PROBLEM: Scan the entries for the word "Lake", and copy every line where it appears.

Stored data
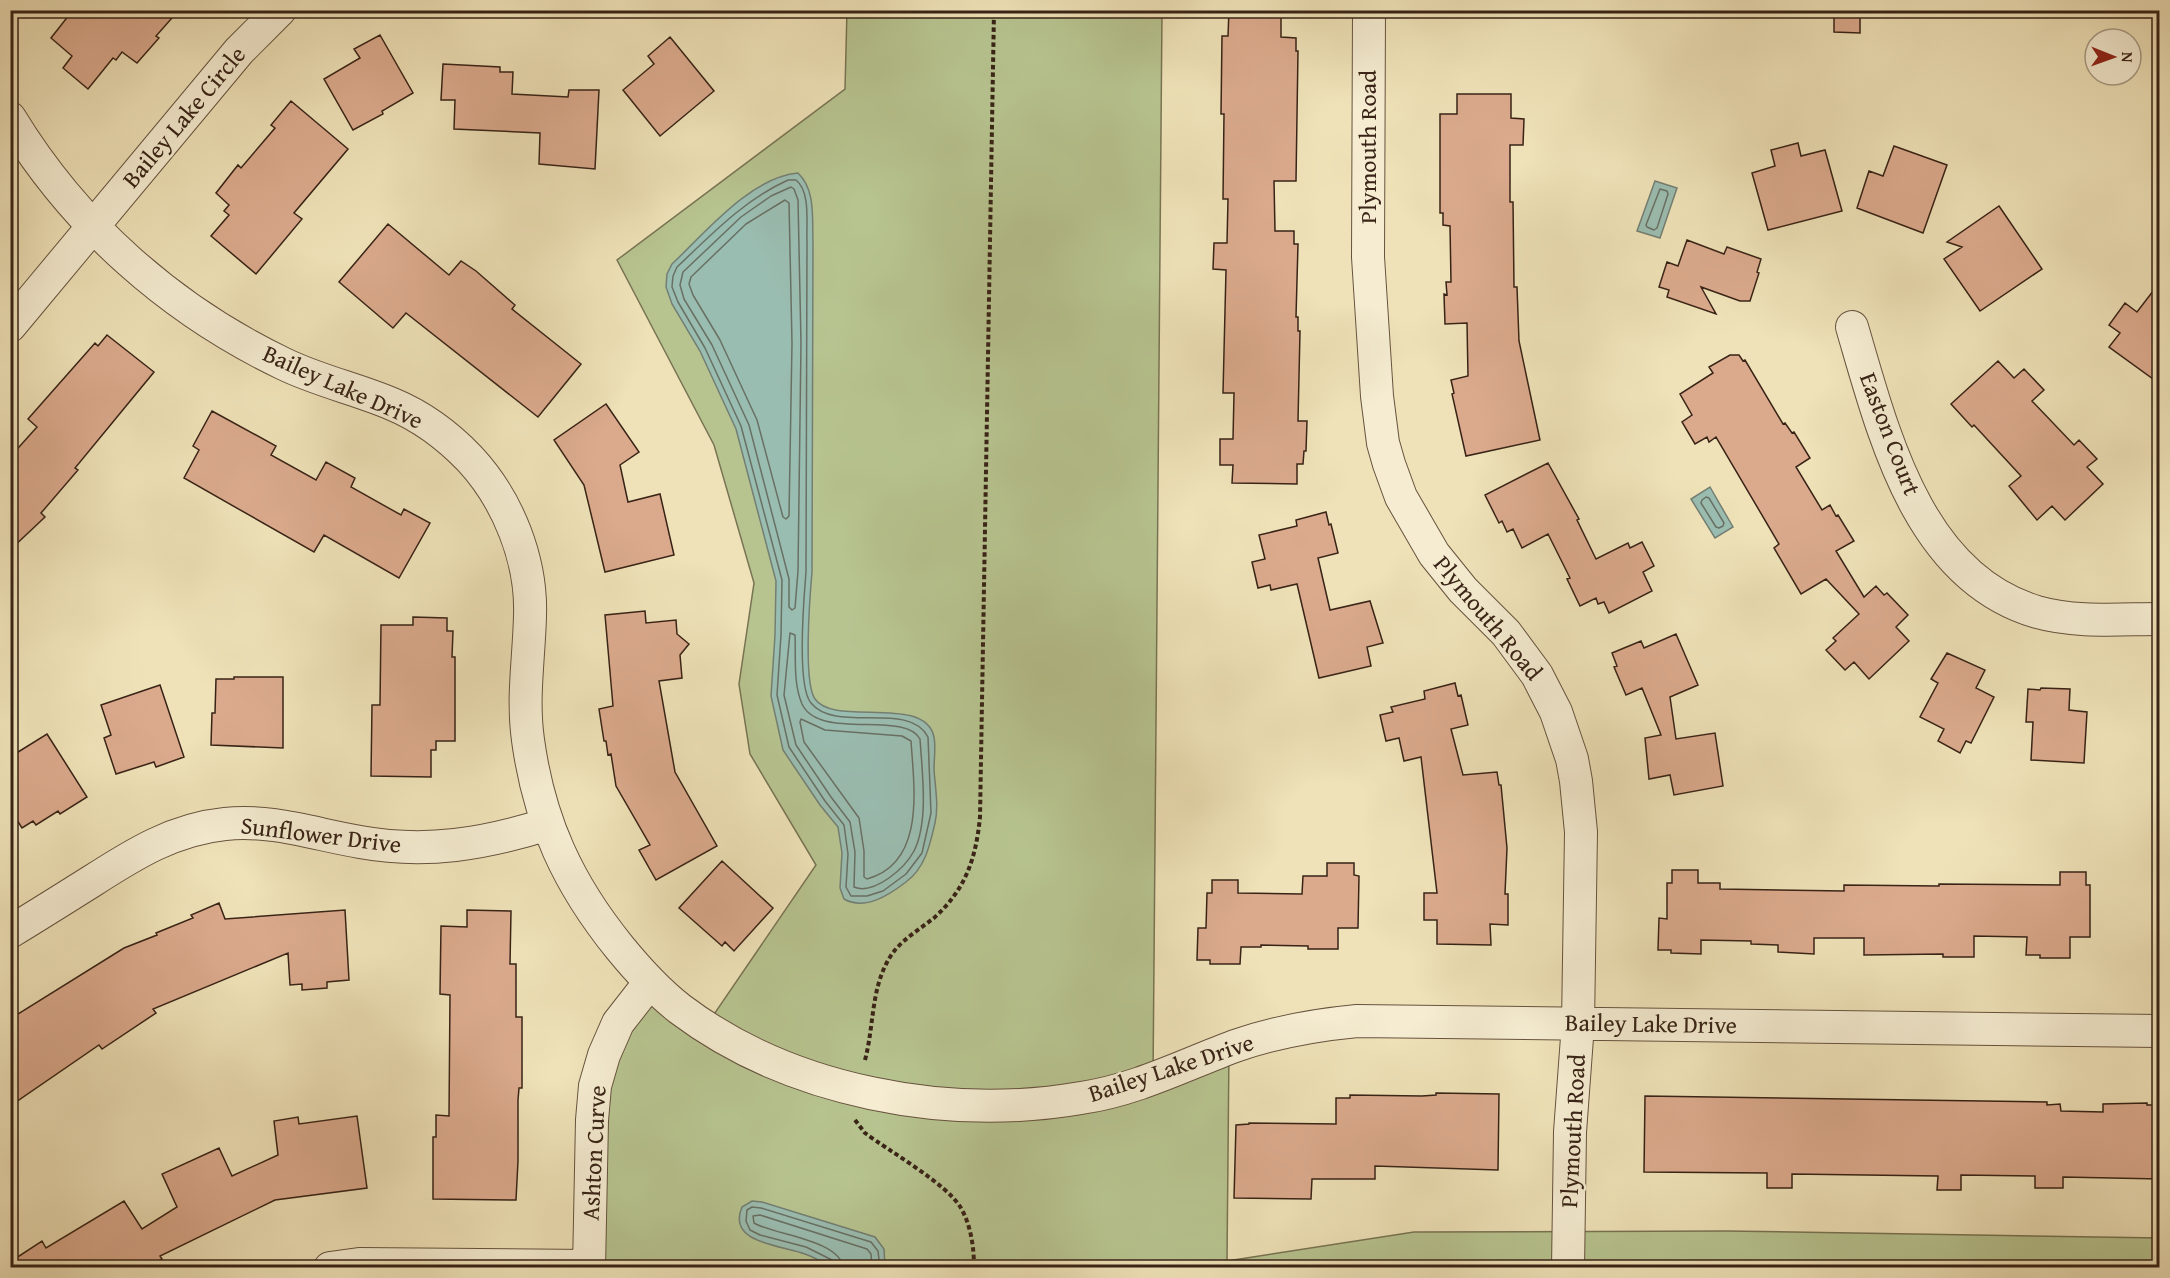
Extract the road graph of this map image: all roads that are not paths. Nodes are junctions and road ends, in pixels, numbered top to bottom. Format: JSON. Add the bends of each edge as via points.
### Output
{"nodes":[{"id":1,"x":280,"y":10,"type":"edge"},
{"id":2,"x":1369,"y":10,"type":"edge"},
{"id":3,"x":10,"y":118,"type":"edge"},
{"id":4,"x":93,"y":228,"type":"junction"},
{"id":5,"x":10,"y":327,"type":"edge"},
{"id":6,"x":1852,"y":327,"type":"dead end"},
{"id":7,"x":2160,"y":619,"type":"edge"},
{"id":8,"x":549,"y":824,"type":"junction"},
{"id":9,"x":10,"y":932,"type":"edge"},
{"id":10,"x":650,"y":981,"type":"junction"},
{"id":11,"x":1578,"y":1024,"type":"junction"},
{"id":12,"x":2160,"y":1031,"type":"edge"},
{"id":13,"x":589,"y":1267,"type":"edge"},
{"id":14,"x":330,"y":1268,"type":"edge"},
{"id":15,"x":1568,"y":1268,"type":"edge"}],
"edges":[{"from":1,"to":4,"type":"street","name":"Bailey Lake Circle","via":[[239,51]]},
{"from":2,"to":11,"type":"street","name":"Plymouth Road","via":[[1368,257],[1383,443],[1401,497],[1422,536],[1463,590],[1525,657],[1547,692],[1564,734],[1576,781],[1581,831]]},
{"from":3,"to":4,"type":"street","name":"Bailey Lake Drive","via":[[45,170]]},
{"from":4,"to":5,"type":"street","name":"Bailey Lake Circle"},
{"from":4,"to":8,"type":"street","name":"Bailey Lake Drive","via":[[152,281],[205,318],[283,364],[395,405],[422,419],[469,458],[485,477],[511,525],[528,580],[526,716],[532,764]]},
{"from":6,"to":7,"type":"street","name":"Easton Court","via":[[1900,472],[1932,532],[1965,572],[2006,601],[2038,612],[2084,619]]},
{"from":8,"to":9,"type":"street","name":"Sunflower Drive","via":[[495,840],[431,847],[362,843],[267,823],[204,827],[134,854]]},
{"from":8,"to":10,"type":"street","name":"Bailey Lake Drive","via":[[568,872],[588,907]]},
{"from":10,"to":11,"type":"street","name":"Bailey Lake Drive","via":[[680,1009],[706,1026],[785,1066],[886,1096],[960,1105],[1084,1098],[1153,1079],[1252,1041],[1328,1024]]},
{"from":10,"to":13,"type":"street","name":"Ashton Curve","via":[[618,1023],[595,1086]]},
{"from":11,"to":12,"type":"street","name":"Bailey Lake Drive"},
{"from":11,"to":15,"type":"street","name":"Plymouth Road","via":[[1570,1132]]},
{"from":13,"to":14,"type":"street","via":[[359,1264]]}]}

SOLUTION FOR THIS PROBLEM:
"edges":[{"from":1,"to":4,"type":"street","name":"Bailey Lake Circle","via":[[239,51]]},
{"from":3,"to":4,"type":"street","name":"Bailey Lake Drive","via":[[45,170]]},
{"from":4,"to":5,"type":"street","name":"Bailey Lake Circle"},
{"from":4,"to":8,"type":"street","name":"Bailey Lake Drive","via":[[152,281],[205,318],[283,364],[395,405],[422,419],[469,458],[485,477],[511,525],[528,580],[526,716],[532,764]]},
{"from":8,"to":10,"type":"street","name":"Bailey Lake Drive","via":[[568,872],[588,907]]},
{"from":10,"to":11,"type":"street","name":"Bailey Lake Drive","via":[[680,1009],[706,1026],[785,1066],[886,1096],[960,1105],[1084,1098],[1153,1079],[1252,1041],[1328,1024]]},
{"from":11,"to":12,"type":"street","name":"Bailey Lake Drive"},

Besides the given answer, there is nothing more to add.